Paul Krugman denounces stablecoins as useless and dangerous, stating that they serve only to bypass regulations and facilitate criminal activities through anonymity.
The Attack of a Nobel Prize in Economics on Crypto
The Nobel Prize-winning economist Paul Krugman takes aim at the crypto industry. In a scathing post published at the end of May, ‘Digital Corruption Takes Over DC,’ the economist criticizes the increasing legitimacy of stablecoins in the United States, viewing them as a systemic threat and a preferred tool for criminal activities. As Congress prepares to adopt the GENIUS Act, which will regulate these digital assets, Krugman sounds the alarm.
Assets without Utility… except for Criminals?
According to Krugman, stablecoins ‘do not serve any clearly useful function.’ Contrary to the promises of their promoters, they offer no real advantage over traditional payment solutions like credit cards, Venmo, or wire transfers. His blunt explanation highlights their advantage: anonymity. Unlike traditional bank deposits, stablecoins allow funds to be transferred without revealing one’s identity. For Krugman, this is their only ‘economic asset,’ highly sought after for money laundering, drug purchases, extortion, or other illicit activities.
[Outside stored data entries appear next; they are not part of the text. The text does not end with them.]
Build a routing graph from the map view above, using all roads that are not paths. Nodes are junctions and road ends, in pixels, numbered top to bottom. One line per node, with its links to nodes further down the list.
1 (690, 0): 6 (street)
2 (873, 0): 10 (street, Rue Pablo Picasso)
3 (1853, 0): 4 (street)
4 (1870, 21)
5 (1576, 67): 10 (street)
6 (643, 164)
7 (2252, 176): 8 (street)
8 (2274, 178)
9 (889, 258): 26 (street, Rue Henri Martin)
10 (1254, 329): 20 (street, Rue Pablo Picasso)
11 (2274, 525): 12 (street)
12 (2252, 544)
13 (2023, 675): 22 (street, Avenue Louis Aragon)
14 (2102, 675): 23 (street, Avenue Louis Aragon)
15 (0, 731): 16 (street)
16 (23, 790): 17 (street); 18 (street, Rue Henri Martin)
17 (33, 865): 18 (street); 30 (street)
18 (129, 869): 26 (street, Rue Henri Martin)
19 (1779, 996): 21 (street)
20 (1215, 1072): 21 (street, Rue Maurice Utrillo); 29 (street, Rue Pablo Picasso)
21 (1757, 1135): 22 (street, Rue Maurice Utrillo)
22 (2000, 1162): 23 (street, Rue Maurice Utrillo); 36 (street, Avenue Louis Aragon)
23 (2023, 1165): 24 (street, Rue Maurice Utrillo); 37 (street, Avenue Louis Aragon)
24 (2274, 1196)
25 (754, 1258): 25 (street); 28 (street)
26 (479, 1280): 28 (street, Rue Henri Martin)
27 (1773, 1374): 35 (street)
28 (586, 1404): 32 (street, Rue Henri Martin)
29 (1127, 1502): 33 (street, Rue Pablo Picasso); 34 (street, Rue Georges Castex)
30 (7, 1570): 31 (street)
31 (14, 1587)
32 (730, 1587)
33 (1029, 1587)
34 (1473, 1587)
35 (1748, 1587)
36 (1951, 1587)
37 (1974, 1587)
A New Form of Shadow Banking
Krugman goes further by likening stablecoin issuers to ‘wildcat banks,’ unregulated 19th-century banks whose notes circulated without real backing. To him, stablecoins represent a digital version of these institutions: private entities promising dollar parity without offering protection comparable to the traditional banking system.
This lack of oversight exposes them to the risk of a bank run. If stablecoin holders lose confidence and request mass redemption of their tokens, issuers would be forced to liquidate their reserves, often consisting of US government bonds, hastily. Such a scenario could trigger a sharp rise in interest rates, jeopardizing overall financial stability.
The GENIUS Act, or Legalization of Danger?
Hard to make someone understand something when their personal fortune depends on not understanding it.
Krugman sees the GENIUS Act as a dramatic step towards normalizing what he calls a ‘criminal enterprise.’ He denounces political and financial collusion, claiming that crypto companies accounted for nearly half of private companies’ expenses during the 2024 presidential election.
Facing this fierce criticism, figures in the ecosystem, like Nic Carter, decry a blatant misunderstanding. They remind that stablecoins enable millions worldwide to access monetary stability and financial inclusion.
But one thing is certain: as major US banks consider launching their own stablecoin, the debate is no longer just technological. It is now political, monetary…and explosive.